発行は死去翌年の昭和15年、限定500部の発行。荻島のドローイングをあしらったタトウ紙に彫刻作品28葉、素描10葉、マネキン作品3葉(10図)と目次・巻頭言等1葉(4P)の完揃い
荻島その人については、日本マネキンディスプレイ商工組合のサイトや東文研のデータベースなど、Google先生にお尋ねいただければ色々と教えていただけるかと思います。

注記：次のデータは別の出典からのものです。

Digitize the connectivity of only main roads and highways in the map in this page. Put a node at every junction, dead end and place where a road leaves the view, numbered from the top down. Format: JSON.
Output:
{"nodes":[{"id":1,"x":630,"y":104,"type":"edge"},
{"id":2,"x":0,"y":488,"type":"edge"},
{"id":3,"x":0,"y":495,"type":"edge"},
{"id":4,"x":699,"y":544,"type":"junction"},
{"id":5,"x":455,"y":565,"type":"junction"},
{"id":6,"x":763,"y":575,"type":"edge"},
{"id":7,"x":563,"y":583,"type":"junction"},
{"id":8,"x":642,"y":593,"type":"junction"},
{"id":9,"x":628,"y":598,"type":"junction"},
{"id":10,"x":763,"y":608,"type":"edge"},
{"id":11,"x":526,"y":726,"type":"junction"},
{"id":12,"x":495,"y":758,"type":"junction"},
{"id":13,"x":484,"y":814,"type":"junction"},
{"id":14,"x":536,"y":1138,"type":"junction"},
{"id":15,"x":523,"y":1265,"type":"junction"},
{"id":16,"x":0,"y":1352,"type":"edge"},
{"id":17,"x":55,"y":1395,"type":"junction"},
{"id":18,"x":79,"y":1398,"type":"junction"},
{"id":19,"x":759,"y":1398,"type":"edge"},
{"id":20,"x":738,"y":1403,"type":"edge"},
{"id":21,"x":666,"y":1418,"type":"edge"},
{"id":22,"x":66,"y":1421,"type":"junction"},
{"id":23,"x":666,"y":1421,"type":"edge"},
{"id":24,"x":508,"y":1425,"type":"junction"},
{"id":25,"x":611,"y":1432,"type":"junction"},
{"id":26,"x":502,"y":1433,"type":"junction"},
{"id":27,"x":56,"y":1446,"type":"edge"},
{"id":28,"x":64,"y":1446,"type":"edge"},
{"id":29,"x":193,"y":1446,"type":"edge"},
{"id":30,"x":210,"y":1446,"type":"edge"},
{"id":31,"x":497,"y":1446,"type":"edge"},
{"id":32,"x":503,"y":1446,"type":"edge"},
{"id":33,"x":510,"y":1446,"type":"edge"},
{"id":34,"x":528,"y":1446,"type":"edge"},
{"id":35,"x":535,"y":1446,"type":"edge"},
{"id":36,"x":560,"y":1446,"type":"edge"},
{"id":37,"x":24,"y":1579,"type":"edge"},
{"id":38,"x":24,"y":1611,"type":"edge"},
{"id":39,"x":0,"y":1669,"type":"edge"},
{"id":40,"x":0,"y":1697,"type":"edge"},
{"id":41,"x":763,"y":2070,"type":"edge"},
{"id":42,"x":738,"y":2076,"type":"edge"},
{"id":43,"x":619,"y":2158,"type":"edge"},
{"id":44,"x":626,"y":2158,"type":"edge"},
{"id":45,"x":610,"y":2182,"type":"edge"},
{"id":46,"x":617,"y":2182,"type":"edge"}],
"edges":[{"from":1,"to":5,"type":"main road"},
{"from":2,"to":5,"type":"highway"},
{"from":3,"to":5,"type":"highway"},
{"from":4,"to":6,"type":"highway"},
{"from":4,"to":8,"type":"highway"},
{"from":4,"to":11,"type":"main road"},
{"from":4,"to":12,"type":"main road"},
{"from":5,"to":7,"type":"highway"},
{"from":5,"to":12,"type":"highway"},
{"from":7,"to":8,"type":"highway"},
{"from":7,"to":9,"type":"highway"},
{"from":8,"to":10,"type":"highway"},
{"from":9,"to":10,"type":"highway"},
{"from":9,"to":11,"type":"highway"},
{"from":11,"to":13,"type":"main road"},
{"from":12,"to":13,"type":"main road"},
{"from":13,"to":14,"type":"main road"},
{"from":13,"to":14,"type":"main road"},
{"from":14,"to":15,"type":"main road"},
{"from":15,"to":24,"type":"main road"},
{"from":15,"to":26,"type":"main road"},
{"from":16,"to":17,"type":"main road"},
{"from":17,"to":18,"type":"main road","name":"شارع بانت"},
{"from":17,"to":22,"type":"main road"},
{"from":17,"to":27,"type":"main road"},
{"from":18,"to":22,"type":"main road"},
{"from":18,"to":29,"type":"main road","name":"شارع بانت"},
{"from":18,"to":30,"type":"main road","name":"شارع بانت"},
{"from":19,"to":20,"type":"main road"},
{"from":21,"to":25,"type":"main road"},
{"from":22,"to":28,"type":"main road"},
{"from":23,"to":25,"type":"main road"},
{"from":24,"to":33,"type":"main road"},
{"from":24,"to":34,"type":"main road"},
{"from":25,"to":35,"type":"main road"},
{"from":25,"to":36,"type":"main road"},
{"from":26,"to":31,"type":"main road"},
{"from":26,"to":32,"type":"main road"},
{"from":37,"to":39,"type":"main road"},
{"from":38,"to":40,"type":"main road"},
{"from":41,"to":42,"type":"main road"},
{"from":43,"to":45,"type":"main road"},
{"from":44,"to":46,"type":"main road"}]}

国立近代美術館収蔵の「デートリッヒのマスク」はじめ、当時の本邦彫刻家のなかにあって相当にモダンな作風を見るにつけ、この人のことについてこれまで全く知らなかった我が不明を恥じるばかりなのでした。
 
 

もう1点。今年5月、新着品『SHANGHAI』のイラストでご紹介したSchiff(シーフー)による作品集『MASKEE A SHANGHAI SKETCHBOOK BY SCHIFF』
折本仕立て、20図(扉を含めると21図)にわたり、上海の租界周辺の風俗を軽快なイラストで描写した限定本で、当品には「A 397」というノンブルがふられています。

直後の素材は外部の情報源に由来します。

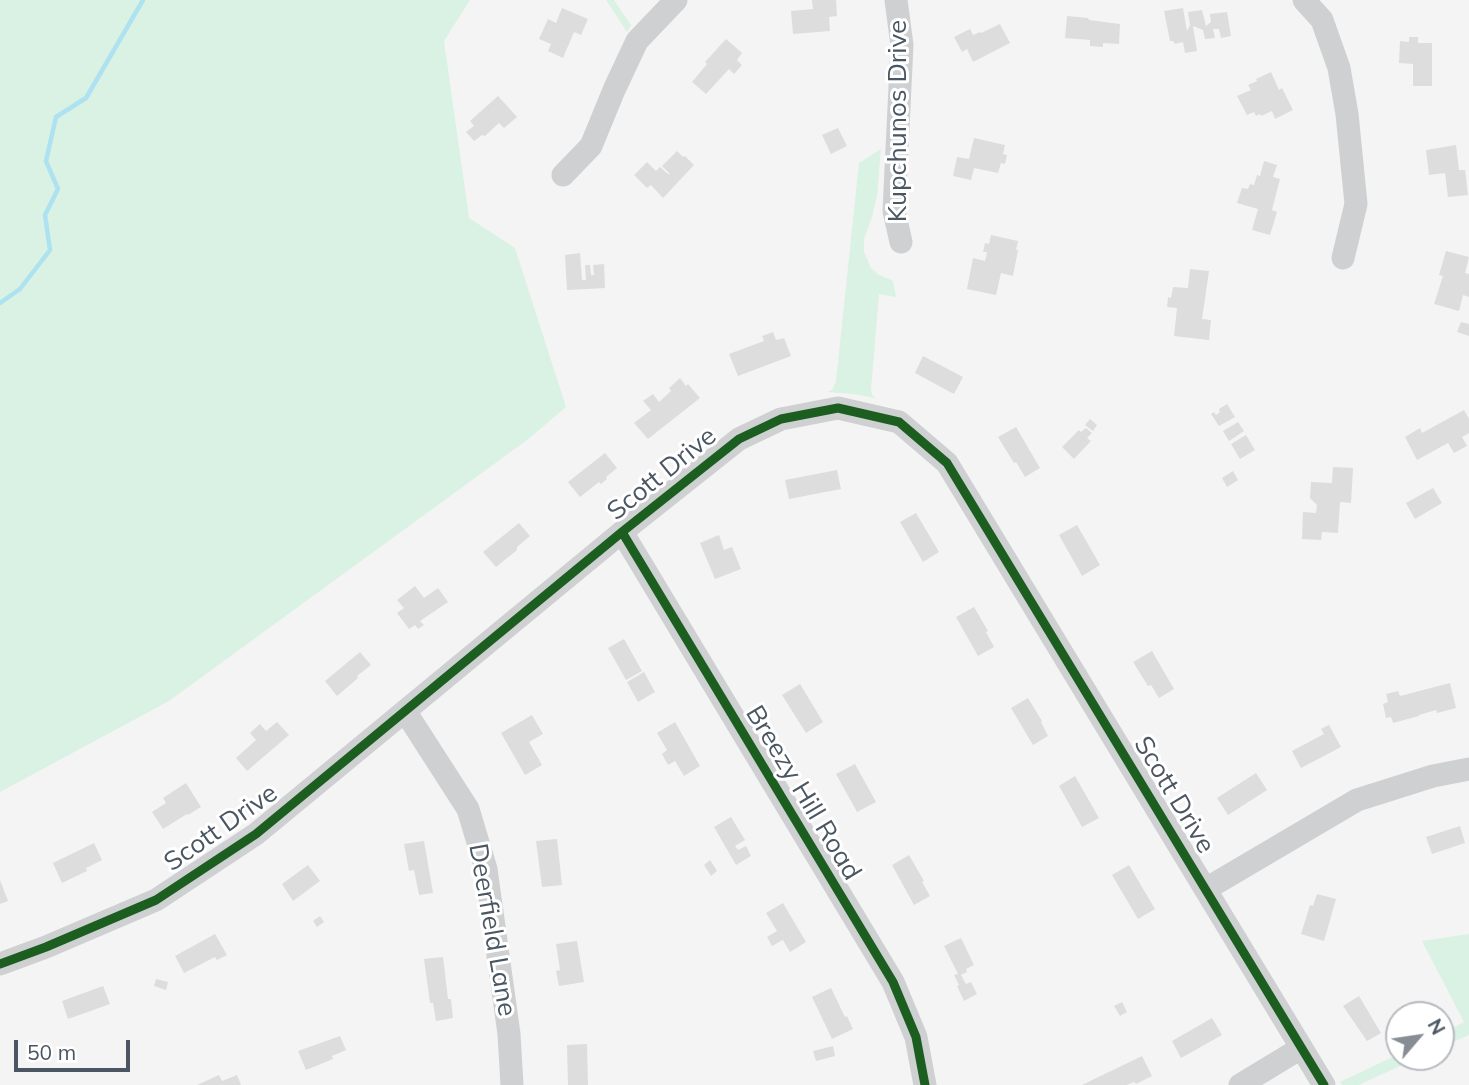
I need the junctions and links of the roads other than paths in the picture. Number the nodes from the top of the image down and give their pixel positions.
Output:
1 (676, 0) edge
2 (896, 0) edge
3 (1304, 0) edge
4 (563, 175) dead end
5 (901, 242) dead end
6 (1343, 258) dead end
7 (622, 532) junction
8 (405, 711) junction
9 (1469, 769) edge
10 (1206, 889) junction
11 (0, 964) edge
12 (1301, 1048) junction
13 (512, 1085) edge
14 (925, 1085) edge
15 (1240, 1085) edge
16 (1324, 1085) edge

1 - 4 street
2 - 5 street, Kupchunos Drive
3 - 6 street
7 - 8 street, Scott Drive
7 - 10 street, Scott Drive
7 - 14 street, Breezy Hill Road
8 - 11 street, Scott Drive
8 - 13 street, Deerfield Lane
9 - 10 street
10 - 12 street, Scott Drive
12 - 15 street
12 - 16 street, Scott Drive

多くの限定本同様、署名があるのは当然として、著者自身によって彩色が施されているのがこの本の贅沢なところ。
表紙は笹の葉を織り出した絹布装で、調べてみると色違いや柄違いがあることが分かりましたが、奥付がないこともあってか観光に関する情報は非情に乏しく、発行は1940年前後、版元は不明のまま。
タイトルの「MASKEE」の意味も分からないでいたのですが、海外の古書店さんの書誌情報のなかに、「a Portuguese word that means "never mind", transformed by Pedgin English(「決して気にしない」という意味のポルトガル語)という記述が出てきました。果たしてこのタイトルが何を意味するものなのか、風俗漫画・風刺漫画を読み取ることの難しさを痛感しつつ、こちらはいましばらく店に留めてその意味を多少なりともつかめればと思います。